Python, one of the reasons ChatGPT is pretty good at maths

One key reason ChatGPT is good at handling mathematical tasks and data analysis is its integration with Python, especially in its premium versions. Python not only powers the solutions provided but also allows users to see how those solutions are generated. In this post, I will show how you can take advantage of knowing this to make your ChatGPT usage more reliable and powerful.

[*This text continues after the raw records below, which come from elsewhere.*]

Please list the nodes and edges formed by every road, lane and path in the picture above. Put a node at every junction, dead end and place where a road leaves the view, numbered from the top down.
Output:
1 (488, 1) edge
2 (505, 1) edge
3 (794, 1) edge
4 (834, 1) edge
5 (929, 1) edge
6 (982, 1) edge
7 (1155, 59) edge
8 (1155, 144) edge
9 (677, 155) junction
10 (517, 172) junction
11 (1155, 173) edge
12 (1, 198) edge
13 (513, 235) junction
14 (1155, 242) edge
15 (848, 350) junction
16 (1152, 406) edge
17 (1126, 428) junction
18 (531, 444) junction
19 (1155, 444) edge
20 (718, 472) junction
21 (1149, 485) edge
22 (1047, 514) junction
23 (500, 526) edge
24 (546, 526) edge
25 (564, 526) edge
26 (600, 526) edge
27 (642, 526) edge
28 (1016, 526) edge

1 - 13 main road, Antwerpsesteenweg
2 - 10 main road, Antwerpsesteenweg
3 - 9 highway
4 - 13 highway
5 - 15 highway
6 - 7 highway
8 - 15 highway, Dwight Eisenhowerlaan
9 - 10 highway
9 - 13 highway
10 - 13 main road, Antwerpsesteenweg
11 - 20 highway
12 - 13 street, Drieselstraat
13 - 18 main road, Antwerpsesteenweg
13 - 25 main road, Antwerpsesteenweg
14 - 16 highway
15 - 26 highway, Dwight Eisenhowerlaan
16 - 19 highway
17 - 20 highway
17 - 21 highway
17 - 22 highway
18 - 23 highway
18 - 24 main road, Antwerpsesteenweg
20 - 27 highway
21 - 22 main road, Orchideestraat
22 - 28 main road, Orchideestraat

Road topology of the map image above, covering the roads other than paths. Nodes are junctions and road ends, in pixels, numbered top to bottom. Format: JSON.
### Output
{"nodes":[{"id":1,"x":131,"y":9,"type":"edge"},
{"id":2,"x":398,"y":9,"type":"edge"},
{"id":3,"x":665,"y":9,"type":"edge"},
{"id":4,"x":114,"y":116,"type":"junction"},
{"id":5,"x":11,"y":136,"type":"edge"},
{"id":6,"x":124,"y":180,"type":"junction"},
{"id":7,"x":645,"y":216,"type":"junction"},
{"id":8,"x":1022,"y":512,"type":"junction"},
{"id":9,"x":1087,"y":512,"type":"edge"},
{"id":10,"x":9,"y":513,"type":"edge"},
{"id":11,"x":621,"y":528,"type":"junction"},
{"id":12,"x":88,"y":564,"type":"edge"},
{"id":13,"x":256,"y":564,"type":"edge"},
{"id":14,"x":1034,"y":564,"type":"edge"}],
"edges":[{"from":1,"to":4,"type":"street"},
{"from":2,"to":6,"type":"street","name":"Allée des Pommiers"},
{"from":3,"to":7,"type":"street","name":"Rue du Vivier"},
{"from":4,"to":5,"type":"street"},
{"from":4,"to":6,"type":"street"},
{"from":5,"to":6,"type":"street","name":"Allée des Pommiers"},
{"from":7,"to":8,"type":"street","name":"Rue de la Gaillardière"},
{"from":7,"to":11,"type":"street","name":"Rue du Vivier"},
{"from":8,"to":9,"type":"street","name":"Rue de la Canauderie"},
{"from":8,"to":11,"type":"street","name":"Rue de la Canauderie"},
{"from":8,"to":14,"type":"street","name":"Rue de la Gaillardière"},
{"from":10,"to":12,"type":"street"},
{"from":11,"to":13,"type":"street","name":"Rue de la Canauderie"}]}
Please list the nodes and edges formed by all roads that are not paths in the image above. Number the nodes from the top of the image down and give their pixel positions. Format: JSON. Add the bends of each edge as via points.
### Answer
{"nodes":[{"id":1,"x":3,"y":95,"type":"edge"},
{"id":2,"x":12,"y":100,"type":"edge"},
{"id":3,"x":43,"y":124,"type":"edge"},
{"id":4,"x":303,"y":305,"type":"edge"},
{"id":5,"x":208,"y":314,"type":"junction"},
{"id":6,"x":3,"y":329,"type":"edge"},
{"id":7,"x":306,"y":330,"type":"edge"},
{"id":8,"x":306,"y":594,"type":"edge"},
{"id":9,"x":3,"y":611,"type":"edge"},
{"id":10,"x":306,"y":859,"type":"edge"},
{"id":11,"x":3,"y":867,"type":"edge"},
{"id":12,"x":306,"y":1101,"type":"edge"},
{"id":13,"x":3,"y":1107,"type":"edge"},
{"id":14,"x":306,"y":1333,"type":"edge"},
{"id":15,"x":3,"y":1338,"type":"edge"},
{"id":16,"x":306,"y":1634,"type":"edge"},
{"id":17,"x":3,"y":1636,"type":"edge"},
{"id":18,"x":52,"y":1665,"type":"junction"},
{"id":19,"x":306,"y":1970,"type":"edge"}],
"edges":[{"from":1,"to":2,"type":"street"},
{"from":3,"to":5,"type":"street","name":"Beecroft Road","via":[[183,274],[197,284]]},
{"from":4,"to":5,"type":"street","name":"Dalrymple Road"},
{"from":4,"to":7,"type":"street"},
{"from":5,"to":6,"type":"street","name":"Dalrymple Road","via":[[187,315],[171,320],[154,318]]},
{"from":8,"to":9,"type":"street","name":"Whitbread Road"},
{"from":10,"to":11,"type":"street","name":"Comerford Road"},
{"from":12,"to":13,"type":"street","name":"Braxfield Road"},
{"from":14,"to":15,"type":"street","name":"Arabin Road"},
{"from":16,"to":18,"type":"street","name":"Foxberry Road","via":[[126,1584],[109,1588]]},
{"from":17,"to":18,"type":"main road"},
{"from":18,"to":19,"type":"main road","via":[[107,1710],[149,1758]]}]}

If you’re curious about the process behind the analysis, you can enable the option to “Always show code when using data analyst” in your ChatGPT settings. This feature, as illustrated in the image below, allows you to monitor the Python code being executed, offering a deeper understanding of the operations involved.

The settings

Let me share an example to demonstrate how this works. I recently uploaded a dataset containing 42,000 reviews of Disneyland Parks from Kaggle.com and asked ChatGPT to categorize the responses into three groups based on their rating scores.

Kaggle.com data
The task for ChatGPT

Before presenting any results, ChatGPT first displays the Python code it uses. The process begins by importing the Pandas library, which is essential for handling the Excel file I uploaded. Then, ChatGPT loads the Disney data into a structured format and uses .head() to display the first few rows of the dataset.

Python Code
Python Code

Next, ChatGPT creates a new column named “Sentiment” and assigns each review a sentiment category (positive, negative, or neutral).

Python Code

After processing the data, ChatGPT summarises the number of reviews in each sentiment category. If I had not enabled the “show code” option, I would have only seen the final summary without insight into how it was derived.

The results

For another example, I asked ChatGPT to calculate the mean ratings for these three sentiment groups. Thanks to the power of Python, the Python code behind this operation is straightforward. The results make sense: the mean rating for positive reviews falls between 4 and 5, for negative reviews between 1 and 2, and for neutral reviews, it’s exactly 3.

Python Code

Observing the Python code used in these analyses can provide valuable insights into the process, allowing you to better understand and trust the results.

In this post, the examples shown involve simple operations. However, if we had chosen to cluster the open-ended text responses, we would have seen Python code importing more advanced libraries like TfidfVectorizer, KMeans, and PCA from sklearn, as well as plt from matplotlib. Additionally, if I requested an alternative method (such as Latent Class Analysis instead of K-Means) ChatGPT would adjust and load the appropriate libraries.

This capability ensures that ChatGPT will likely provide valid and reliable results as long as it correctly interprets your instructions and data.